FORT STEWART, Ga. — Before citizen-soldiers of the 48th Infantry Brigade deployed to fight in Iraq and Afghanistan, the Georgia National Guard troops spent months training away from their families and day jobs as they prepared for war. Now, a shrinking Army wants them able to get ready for combat sooner.

The brigade's 4,200 soldiers are the first of 13 National Guard and Army Reserve units nationwide chosen to test a new role that pairs them with commanders on active-duty who will oversee their training.

The Pentagon hopes the change will make the Guard and Reserve troops better prepared to fight overseas at a time when the Army has roughly 100,000 fewer full-time soldiers than it did at the height of the wars in Iraq and Afghanistan.

“We're still a National Guard unit, but we're hopefully maintaining a high level of training,” said Col.
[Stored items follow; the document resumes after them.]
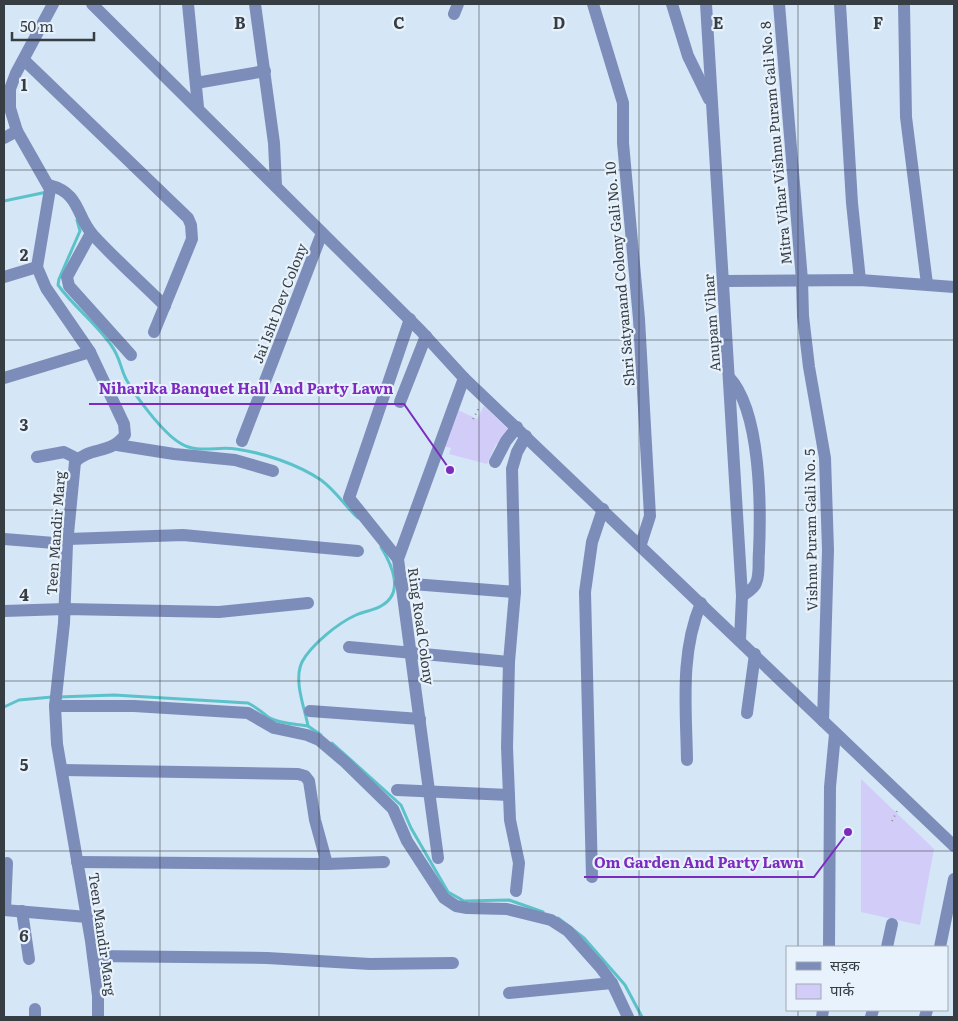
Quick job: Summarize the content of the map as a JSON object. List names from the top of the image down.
{
  "streets": {
    "street": [
      "Mitra Vihar Vishnu Puram Gali No. 8",
      "Shri Satyanand Colony Gali No. 10",
      "Jai Isht Dev Colony",
      "Anupam Vihar",
      "Vishnu Puram Gali No. 5",
      "Teen Mandir Marg",
      "Ring Road Colony"
    ]
  },
  "crossings": [
    ["Mitra Vihar Vishnu Puram Gali No. 8", "Vishnu Puram Gali No. 5"]
  ],
  "places": ["Niharika Banquet Hall And Party Lawn", "Om Garden And Party Lawn"],
  "legend": ["सड़क", "पार्क"],
  "scale_bar": "50 m",
  "grid": {
    "columns": [
      "B",
      "C",
      "D",
      "E",
      "F"
    ],
    "rows": [
      "1",
      "2",
      "3",
      "4",
      "5",
      "6"
    ]
  }
}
Reginald Neal, the 48th Brigade's commander and a former school teacher and administrator.

A few hundred of the brigade's citizen-soldiers — who work as police officers and engineers, attorneys and truck drivers in their day jobs — attended a ceremony last week at Fort Stewart in which the Guard soldiers stripped the brigade's lightning bolt insignia from their left shoulders and replaced it with the diagonally striped square patch of their new active-duty partner, the 3rd Infantry Division.
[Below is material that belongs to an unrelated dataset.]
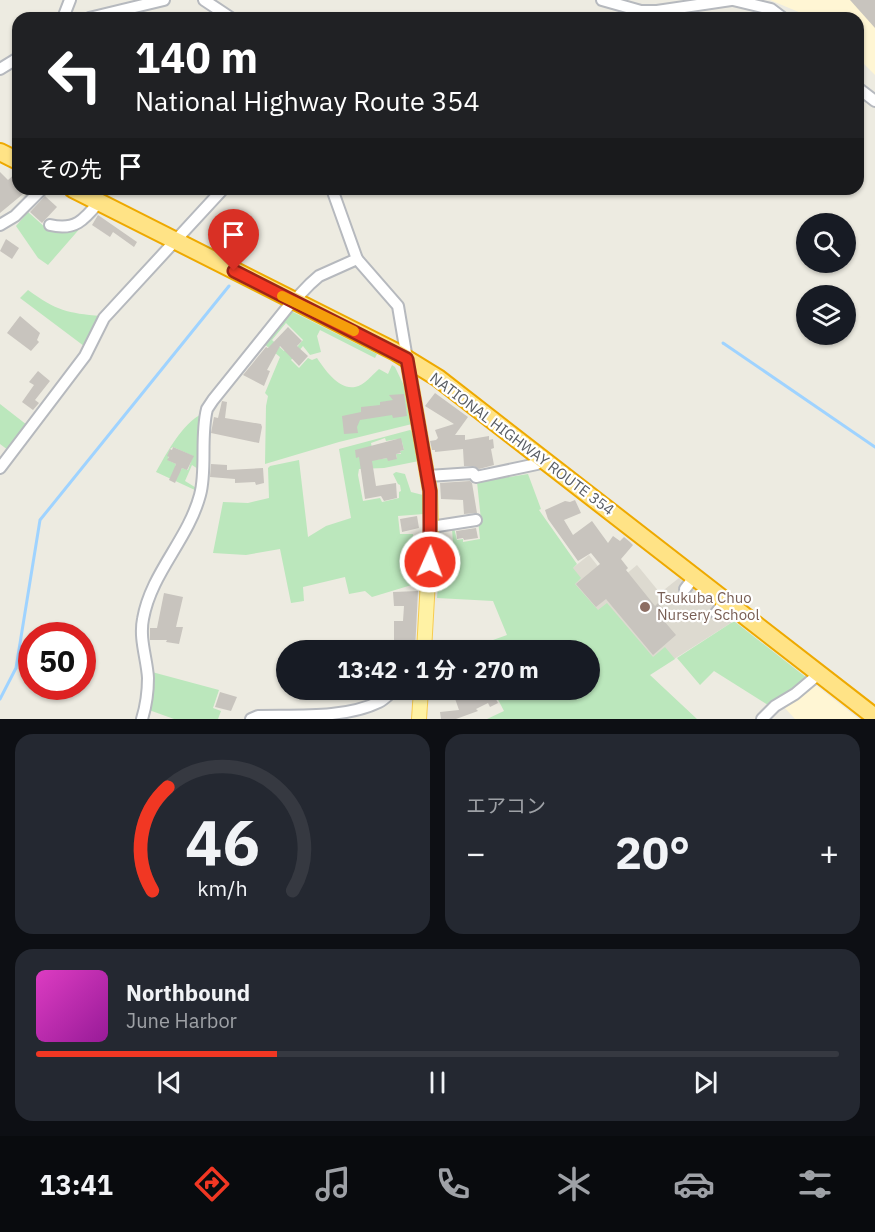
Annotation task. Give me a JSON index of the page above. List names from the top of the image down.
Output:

Though they still typically train one weekend each month — a schedule not expected to change in their new role — the 48th Brigade's soldiers long ago shed the National Guard's old weekend warrior stereotype.

The brigade deployed alongside 3rd Infantry units to spend a year fighting in Iraq in 2005, followed by a yearlong tour in Afghanistan in 2009. The citizen-soldiers paid their dues in blood. In all, 34 Georgia guardsmen were killed during the two deployments.

“This isn't that crazy of a thing we're doing here,” said Maj. Gen. Jim Rainey, the commander of the 3rd Infantry, who noted the shared history between his division and the Georgia Guard unit. “We've trained together, we've fought together and, sadly, we've bled together.”

Rainey said his job is to make sure the 48th Brigade is “ready to go to war” more quickly than in the past.

The brigade spent nearly five months training at Fort Stewart and at the Army's National Training Center in California before it was ready to deploy to Iraq in 2005.

The active-duty pairings are scheduled to last for at least a three-year test period. The Army says more units may be added after the pilot ends in the fall of 2019.

The number of soldiers serving on active-duty in the Army has dropped from 570,000 during the height of the wars in Iraq and Afghanistan to 473,844 in July.